TASK PROMPT: Give an exact copy of the data that follows.

(GIVEN DATA Opens)

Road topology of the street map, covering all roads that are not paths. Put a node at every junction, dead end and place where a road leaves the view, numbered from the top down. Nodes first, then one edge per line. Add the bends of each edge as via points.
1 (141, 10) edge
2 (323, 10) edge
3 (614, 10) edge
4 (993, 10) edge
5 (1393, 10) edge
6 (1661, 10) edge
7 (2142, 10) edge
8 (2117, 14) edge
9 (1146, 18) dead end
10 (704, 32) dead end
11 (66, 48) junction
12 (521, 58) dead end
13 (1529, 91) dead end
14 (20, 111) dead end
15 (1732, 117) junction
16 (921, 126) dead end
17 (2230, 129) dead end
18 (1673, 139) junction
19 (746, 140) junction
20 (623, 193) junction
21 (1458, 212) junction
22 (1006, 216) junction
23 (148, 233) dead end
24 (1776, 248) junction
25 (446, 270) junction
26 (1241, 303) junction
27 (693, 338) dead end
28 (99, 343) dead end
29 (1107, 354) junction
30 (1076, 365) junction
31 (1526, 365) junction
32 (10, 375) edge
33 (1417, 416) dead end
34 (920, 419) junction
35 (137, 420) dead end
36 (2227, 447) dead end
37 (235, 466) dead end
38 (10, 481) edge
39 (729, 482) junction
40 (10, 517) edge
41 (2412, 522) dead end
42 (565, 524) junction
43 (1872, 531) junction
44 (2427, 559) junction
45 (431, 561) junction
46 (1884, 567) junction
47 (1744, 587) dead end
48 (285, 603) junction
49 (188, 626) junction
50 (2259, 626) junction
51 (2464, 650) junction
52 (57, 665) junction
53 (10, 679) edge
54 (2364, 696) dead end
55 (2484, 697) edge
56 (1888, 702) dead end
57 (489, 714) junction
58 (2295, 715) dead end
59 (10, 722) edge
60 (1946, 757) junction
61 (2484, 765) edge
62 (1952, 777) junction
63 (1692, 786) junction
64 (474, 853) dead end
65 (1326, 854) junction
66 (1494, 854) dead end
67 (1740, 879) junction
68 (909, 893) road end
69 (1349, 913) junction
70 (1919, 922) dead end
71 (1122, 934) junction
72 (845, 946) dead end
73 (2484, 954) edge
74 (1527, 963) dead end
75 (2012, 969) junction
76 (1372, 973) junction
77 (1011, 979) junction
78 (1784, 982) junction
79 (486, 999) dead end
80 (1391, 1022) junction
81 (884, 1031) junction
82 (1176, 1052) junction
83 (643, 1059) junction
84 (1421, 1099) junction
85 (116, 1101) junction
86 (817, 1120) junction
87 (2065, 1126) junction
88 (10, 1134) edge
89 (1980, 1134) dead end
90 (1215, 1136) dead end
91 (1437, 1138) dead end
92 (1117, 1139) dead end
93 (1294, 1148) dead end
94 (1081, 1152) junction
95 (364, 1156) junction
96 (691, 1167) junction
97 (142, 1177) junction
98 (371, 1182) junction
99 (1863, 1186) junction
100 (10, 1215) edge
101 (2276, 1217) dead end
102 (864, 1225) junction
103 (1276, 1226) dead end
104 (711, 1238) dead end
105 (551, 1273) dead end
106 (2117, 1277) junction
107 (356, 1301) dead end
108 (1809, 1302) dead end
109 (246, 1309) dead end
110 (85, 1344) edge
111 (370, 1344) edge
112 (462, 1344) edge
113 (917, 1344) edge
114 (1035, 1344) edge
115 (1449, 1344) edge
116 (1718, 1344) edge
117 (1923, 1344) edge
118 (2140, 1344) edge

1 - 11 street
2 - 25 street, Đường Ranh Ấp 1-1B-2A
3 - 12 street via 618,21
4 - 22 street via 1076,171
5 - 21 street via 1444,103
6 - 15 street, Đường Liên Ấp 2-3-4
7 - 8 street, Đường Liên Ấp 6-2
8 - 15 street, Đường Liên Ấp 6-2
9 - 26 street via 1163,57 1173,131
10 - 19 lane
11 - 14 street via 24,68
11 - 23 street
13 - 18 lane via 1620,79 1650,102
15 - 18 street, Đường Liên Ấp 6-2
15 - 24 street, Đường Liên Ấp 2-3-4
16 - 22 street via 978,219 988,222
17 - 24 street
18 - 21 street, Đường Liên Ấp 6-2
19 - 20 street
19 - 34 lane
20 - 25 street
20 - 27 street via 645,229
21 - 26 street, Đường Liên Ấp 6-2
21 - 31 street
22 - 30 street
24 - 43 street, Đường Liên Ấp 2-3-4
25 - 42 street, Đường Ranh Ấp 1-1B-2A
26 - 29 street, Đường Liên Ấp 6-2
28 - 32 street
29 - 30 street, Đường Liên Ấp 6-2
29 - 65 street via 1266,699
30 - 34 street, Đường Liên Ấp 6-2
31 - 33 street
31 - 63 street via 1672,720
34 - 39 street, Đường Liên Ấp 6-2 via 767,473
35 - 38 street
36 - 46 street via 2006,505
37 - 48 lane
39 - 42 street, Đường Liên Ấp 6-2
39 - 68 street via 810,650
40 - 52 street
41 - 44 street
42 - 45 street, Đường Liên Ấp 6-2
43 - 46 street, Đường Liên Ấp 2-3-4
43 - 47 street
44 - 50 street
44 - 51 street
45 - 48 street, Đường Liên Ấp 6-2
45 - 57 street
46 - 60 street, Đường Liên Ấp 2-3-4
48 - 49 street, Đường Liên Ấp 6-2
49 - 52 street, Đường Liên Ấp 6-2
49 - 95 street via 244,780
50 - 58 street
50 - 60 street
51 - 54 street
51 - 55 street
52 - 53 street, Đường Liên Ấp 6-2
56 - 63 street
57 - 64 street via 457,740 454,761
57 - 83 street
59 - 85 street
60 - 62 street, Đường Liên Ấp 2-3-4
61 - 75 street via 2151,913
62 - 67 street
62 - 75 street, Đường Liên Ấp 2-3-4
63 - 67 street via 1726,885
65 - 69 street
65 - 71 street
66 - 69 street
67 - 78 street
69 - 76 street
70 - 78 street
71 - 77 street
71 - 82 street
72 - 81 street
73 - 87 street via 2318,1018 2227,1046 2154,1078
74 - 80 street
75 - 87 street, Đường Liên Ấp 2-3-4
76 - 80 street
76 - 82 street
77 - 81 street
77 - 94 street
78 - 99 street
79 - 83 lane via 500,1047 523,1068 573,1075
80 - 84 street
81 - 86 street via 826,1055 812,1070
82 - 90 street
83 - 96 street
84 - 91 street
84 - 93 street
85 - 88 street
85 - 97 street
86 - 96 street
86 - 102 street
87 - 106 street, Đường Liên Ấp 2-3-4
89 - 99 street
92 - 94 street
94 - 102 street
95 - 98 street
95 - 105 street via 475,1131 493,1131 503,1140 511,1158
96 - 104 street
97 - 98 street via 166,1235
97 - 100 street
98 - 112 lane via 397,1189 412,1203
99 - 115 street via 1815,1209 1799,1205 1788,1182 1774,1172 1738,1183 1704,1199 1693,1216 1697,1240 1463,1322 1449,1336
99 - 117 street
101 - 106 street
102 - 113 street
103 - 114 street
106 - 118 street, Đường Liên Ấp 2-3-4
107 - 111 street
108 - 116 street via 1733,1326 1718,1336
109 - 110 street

(GIVEN DATA Closes)

EXERCISE ANSWER:
Road topology of the street map, covering all roads that are not paths. Put a node at every junction, dead end and place where a road leaves the view, numbered from the top down. Nodes first, then one edge per line. Add the bends of each edge as via points.
1 (141, 10) edge
2 (323, 10) edge
3 (614, 10) edge
4 (993, 10) edge
5 (1393, 10) edge
6 (1661, 10) edge
7 (2142, 10) edge
8 (2117, 14) edge
9 (1146, 18) dead end
10 (704, 32) dead end
11 (66, 48) junction
12 (521, 58) dead end
13 (1529, 91) dead end
14 (20, 111) dead end
15 (1732, 117) junction
16 (921, 126) dead end
17 (2230, 129) dead end
18 (1673, 139) junction
19 (746, 140) junction
20 (623, 193) junction
21 (1458, 212) junction
22 (1006, 216) junction
23 (148, 233) dead end
24 (1776, 248) junction
25 (446, 270) junction
26 (1241, 303) junction
27 (693, 338) dead end
28 (99, 343) dead end
29 (1107, 354) junction
30 (1076, 365) junction
31 (1526, 365) junction
32 (10, 375) edge
33 (1417, 416) dead end
34 (920, 419) junction
35 (137, 420) dead end
36 (2227, 447) dead end
37 (235, 466) dead end
38 (10, 481) edge
39 (729, 482) junction
40 (10, 517) edge
41 (2412, 522) dead end
42 (565, 524) junction
43 (1872, 531) junction
44 (2427, 559) junction
45 (431, 561) junction
46 (1884, 567) junction
47 (1744, 587) dead end
48 (285, 603) junction
49 (188, 626) junction
50 (2259, 626) junction
51 (2464, 650) junction
52 (57, 665) junction
53 (10, 679) edge
54 (2364, 696) dead end
55 (2484, 697) edge
56 (1888, 702) dead end
57 (489, 714) junction
58 (2295, 715) dead end
59 (10, 722) edge
60 (1946, 757) junction
61 (2484, 765) edge
62 (1952, 777) junction
63 (1692, 786) junction
64 (474, 853) dead end
65 (1326, 854) junction
66 (1494, 854) dead end
67 (1740, 879) junction
68 (909, 893) road end
69 (1349, 913) junction
70 (1919, 922) dead end
71 (1122, 934) junction
72 (845, 946) dead end
73 (2484, 954) edge
74 (1527, 963) dead end
75 (2012, 969) junction
76 (1372, 973) junction
77 (1011, 979) junction
78 (1784, 982) junction
79 (486, 999) dead end
80 (1391, 1022) junction
81 (884, 1031) junction
82 (1176, 1052) junction
83 (643, 1059) junction
84 (1421, 1099) junction
85 (116, 1101) junction
86 (817, 1120) junction
87 (2065, 1126) junction
88 (10, 1134) edge
89 (1980, 1134) dead end
90 (1215, 1136) dead end
91 (1437, 1138) dead end
92 (1117, 1139) dead end
93 (1294, 1148) dead end
94 (1081, 1152) junction
95 (364, 1156) junction
96 (691, 1167) junction
97 (142, 1177) junction
98 (371, 1182) junction
99 (1863, 1186) junction
100 (10, 1215) edge
101 (2276, 1217) dead end
102 (864, 1225) junction
103 (1276, 1226) dead end
104 (711, 1238) dead end
105 (551, 1273) dead end
106 (2117, 1277) junction
107 (356, 1301) dead end
108 (1809, 1302) dead end
109 (246, 1309) dead end
110 (85, 1344) edge
111 (370, 1344) edge
112 (462, 1344) edge
113 (917, 1344) edge
114 (1035, 1344) edge
115 (1449, 1344) edge
116 (1718, 1344) edge
117 (1923, 1344) edge
118 (2140, 1344) edge

1 - 11 street
2 - 25 street, Đường Ranh Ấp 1-1B-2A
3 - 12 street via 618,21
4 - 22 street via 1076,171
5 - 21 street via 1444,103
6 - 15 street, Đường Liên Ấp 2-3-4
7 - 8 street, Đường Liên Ấp 6-2
8 - 15 street, Đường Liên Ấp 6-2
9 - 26 street via 1163,57 1173,131
10 - 19 lane
11 - 14 street via 24,68
11 - 23 street
13 - 18 lane via 1620,79 1650,102
15 - 18 street, Đường Liên Ấp 6-2
15 - 24 street, Đường Liên Ấp 2-3-4
16 - 22 street via 978,219 988,222
17 - 24 street
18 - 21 street, Đường Liên Ấp 6-2
19 - 20 street
19 - 34 lane
20 - 25 street
20 - 27 street via 645,229
21 - 26 street, Đường Liên Ấp 6-2
21 - 31 street
22 - 30 street
24 - 43 street, Đường Liên Ấp 2-3-4
25 - 42 street, Đường Ranh Ấp 1-1B-2A
26 - 29 street, Đường Liên Ấp 6-2
28 - 32 street
29 - 30 street, Đường Liên Ấp 6-2
29 - 65 street via 1266,699
30 - 34 street, Đường Liên Ấp 6-2
31 - 33 street
31 - 63 street via 1672,720
34 - 39 street, Đường Liên Ấp 6-2 via 767,473
35 - 38 street
36 - 46 street via 2006,505
37 - 48 lane
39 - 42 street, Đường Liên Ấp 6-2
39 - 68 street via 810,650
40 - 52 street
41 - 44 street
42 - 45 street, Đường Liên Ấp 6-2
43 - 46 street, Đường Liên Ấp 2-3-4
43 - 47 street
44 - 50 street
44 - 51 street
45 - 48 street, Đường Liên Ấp 6-2
45 - 57 street
46 - 60 street, Đường Liên Ấp 2-3-4
48 - 49 street, Đường Liên Ấp 6-2
49 - 52 street, Đường Liên Ấp 6-2
49 - 95 street via 244,780
50 - 58 street
50 - 60 street
51 - 54 street
51 - 55 street
52 - 53 street, Đường Liên Ấp 6-2
56 - 63 street
57 - 64 street via 457,740 454,761
57 - 83 street
59 - 85 street
60 - 62 street, Đường Liên Ấp 2-3-4
61 - 75 street via 2151,913
62 - 67 street
62 - 75 street, Đường Liên Ấp 2-3-4
63 - 67 street via 1726,885
65 - 69 street
65 - 71 street
66 - 69 street
67 - 78 street
69 - 76 street
70 - 78 street
71 - 77 street
71 - 82 street
72 - 81 street
73 - 87 street via 2318,1018 2227,1046 2154,1078
74 - 80 street
75 - 87 street, Đường Liên Ấp 2-3-4
76 - 80 street
76 - 82 street
77 - 81 street
77 - 94 street
78 - 99 street
79 - 83 lane via 500,1047 523,1068 573,1075
80 - 84 street
81 - 86 street via 826,1055 812,1070
82 - 90 street
83 - 96 street
84 - 91 street
84 - 93 street
85 - 88 street
85 - 97 street
86 - 96 street
86 - 102 street
87 - 106 street, Đường Liên Ấp 2-3-4
89 - 99 street
92 - 94 street
94 - 102 street
95 - 98 street
95 - 105 street via 475,1131 493,1131 503,1140 511,1158
96 - 104 street
97 - 98 street via 166,1235
97 - 100 street
98 - 112 lane via 397,1189 412,1203
99 - 115 street via 1815,1209 1799,1205 1788,1182 1774,1172 1738,1183 1704,1199 1693,1216 1697,1240 1463,1322 1449,1336
99 - 117 street
101 - 106 street
102 - 113 street
103 - 114 street
106 - 118 street, Đường Liên Ấp 2-3-4
107 - 111 street
108 - 116 street via 1733,1326 1718,1336
109 - 110 street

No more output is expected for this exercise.